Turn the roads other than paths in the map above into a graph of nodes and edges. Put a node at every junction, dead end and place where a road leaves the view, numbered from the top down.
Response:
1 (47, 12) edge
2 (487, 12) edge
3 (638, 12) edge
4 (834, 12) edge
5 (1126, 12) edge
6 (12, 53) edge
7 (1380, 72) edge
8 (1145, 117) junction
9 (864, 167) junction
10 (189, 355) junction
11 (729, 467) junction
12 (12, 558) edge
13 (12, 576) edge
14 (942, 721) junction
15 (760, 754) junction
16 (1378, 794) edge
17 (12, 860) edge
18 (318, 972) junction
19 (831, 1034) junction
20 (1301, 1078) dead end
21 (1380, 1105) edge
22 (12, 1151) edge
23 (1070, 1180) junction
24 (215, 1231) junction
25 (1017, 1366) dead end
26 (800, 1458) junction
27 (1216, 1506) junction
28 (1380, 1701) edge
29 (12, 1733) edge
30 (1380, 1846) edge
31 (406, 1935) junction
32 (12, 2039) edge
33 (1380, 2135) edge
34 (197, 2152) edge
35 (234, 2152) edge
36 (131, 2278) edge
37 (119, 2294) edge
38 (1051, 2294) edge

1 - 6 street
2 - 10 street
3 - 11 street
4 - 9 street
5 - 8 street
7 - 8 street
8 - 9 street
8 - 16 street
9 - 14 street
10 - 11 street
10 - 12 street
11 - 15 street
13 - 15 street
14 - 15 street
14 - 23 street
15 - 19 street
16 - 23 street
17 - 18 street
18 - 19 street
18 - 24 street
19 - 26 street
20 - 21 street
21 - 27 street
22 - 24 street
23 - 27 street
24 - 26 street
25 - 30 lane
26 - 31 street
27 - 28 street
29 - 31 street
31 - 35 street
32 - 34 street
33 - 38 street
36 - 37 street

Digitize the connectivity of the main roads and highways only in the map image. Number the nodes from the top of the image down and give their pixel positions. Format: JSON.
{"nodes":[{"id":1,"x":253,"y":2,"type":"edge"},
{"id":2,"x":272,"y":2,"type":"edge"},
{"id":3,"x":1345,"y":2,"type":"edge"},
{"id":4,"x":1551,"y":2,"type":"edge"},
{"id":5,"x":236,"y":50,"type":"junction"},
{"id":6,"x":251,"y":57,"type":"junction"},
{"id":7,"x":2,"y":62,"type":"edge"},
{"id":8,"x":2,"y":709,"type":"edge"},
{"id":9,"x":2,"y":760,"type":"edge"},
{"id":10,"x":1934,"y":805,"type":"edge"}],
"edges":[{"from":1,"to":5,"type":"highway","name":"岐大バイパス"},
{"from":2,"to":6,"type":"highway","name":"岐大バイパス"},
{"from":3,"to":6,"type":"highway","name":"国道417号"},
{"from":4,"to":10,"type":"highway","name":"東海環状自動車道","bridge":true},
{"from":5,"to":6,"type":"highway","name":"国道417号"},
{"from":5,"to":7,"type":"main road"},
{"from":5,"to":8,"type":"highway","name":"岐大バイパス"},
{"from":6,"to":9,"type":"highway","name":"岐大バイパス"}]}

◆ ◆ ◆ ◆ ◆ ◆ ◆

### Work instruction
Copy out the records shown above, every one, exactly.

### Answer section
Turn the roads other than paths in the map above into a graph of nodes and edges. Put a node at every junction, dead end and place where a road leaves the view, numbered from the top down.
Response:
1 (47, 12) edge
2 (487, 12) edge
3 (638, 12) edge
4 (834, 12) edge
5 (1126, 12) edge
6 (12, 53) edge
7 (1380, 72) edge
8 (1145, 117) junction
9 (864, 167) junction
10 (189, 355) junction
11 (729, 467) junction
12 (12, 558) edge
13 (12, 576) edge
14 (942, 721) junction
15 (760, 754) junction
16 (1378, 794) edge
17 (12, 860) edge
18 (318, 972) junction
19 (831, 1034) junction
20 (1301, 1078) dead end
21 (1380, 1105) edge
22 (12, 1151) edge
23 (1070, 1180) junction
24 (215, 1231) junction
25 (1017, 1366) dead end
26 (800, 1458) junction
27 (1216, 1506) junction
28 (1380, 1701) edge
29 (12, 1733) edge
30 (1380, 1846) edge
31 (406, 1935) junction
32 (12, 2039) edge
33 (1380, 2135) edge
34 (197, 2152) edge
35 (234, 2152) edge
36 (131, 2278) edge
37 (119, 2294) edge
38 (1051, 2294) edge

1 - 6 street
2 - 10 street
3 - 11 street
4 - 9 street
5 - 8 street
7 - 8 street
8 - 9 street
8 - 16 street
9 - 14 street
10 - 11 street
10 - 12 street
11 - 15 street
13 - 15 street
14 - 15 street
14 - 23 street
15 - 19 street
16 - 23 street
17 - 18 street
18 - 19 street
18 - 24 street
19 - 26 street
20 - 21 street
21 - 27 street
22 - 24 street
23 - 27 street
24 - 26 street
25 - 30 lane
26 - 31 street
27 - 28 street
29 - 31 street
31 - 35 street
32 - 34 street
33 - 38 street
36 - 37 street

Digitize the connectivity of the main roads and highways only in the map image. Number the nodes from the top of the image down and give their pixel positions. Format: JSON.
{"nodes":[{"id":1,"x":253,"y":2,"type":"edge"},
{"id":2,"x":272,"y":2,"type":"edge"},
{"id":3,"x":1345,"y":2,"type":"edge"},
{"id":4,"x":1551,"y":2,"type":"edge"},
{"id":5,"x":236,"y":50,"type":"junction"},
{"id":6,"x":251,"y":57,"type":"junction"},
{"id":7,"x":2,"y":62,"type":"edge"},
{"id":8,"x":2,"y":709,"type":"edge"},
{"id":9,"x":2,"y":760,"type":"edge"},
{"id":10,"x":1934,"y":805,"type":"edge"}],
"edges":[{"from":1,"to":5,"type":"highway","name":"岐大バイパス"},
{"from":2,"to":6,"type":"highway","name":"岐大バイパス"},
{"from":3,"to":6,"type":"highway","name":"国道417号"},
{"from":4,"to":10,"type":"highway","name":"東海環状自動車道","bridge":true},
{"from":5,"to":6,"type":"highway","name":"国道417号"},
{"from":5,"to":7,"type":"main road"},
{"from":5,"to":8,"type":"highway","name":"岐大バイパス"},
{"from":6,"to":9,"type":"highway","name":"岐大バイパス"}]}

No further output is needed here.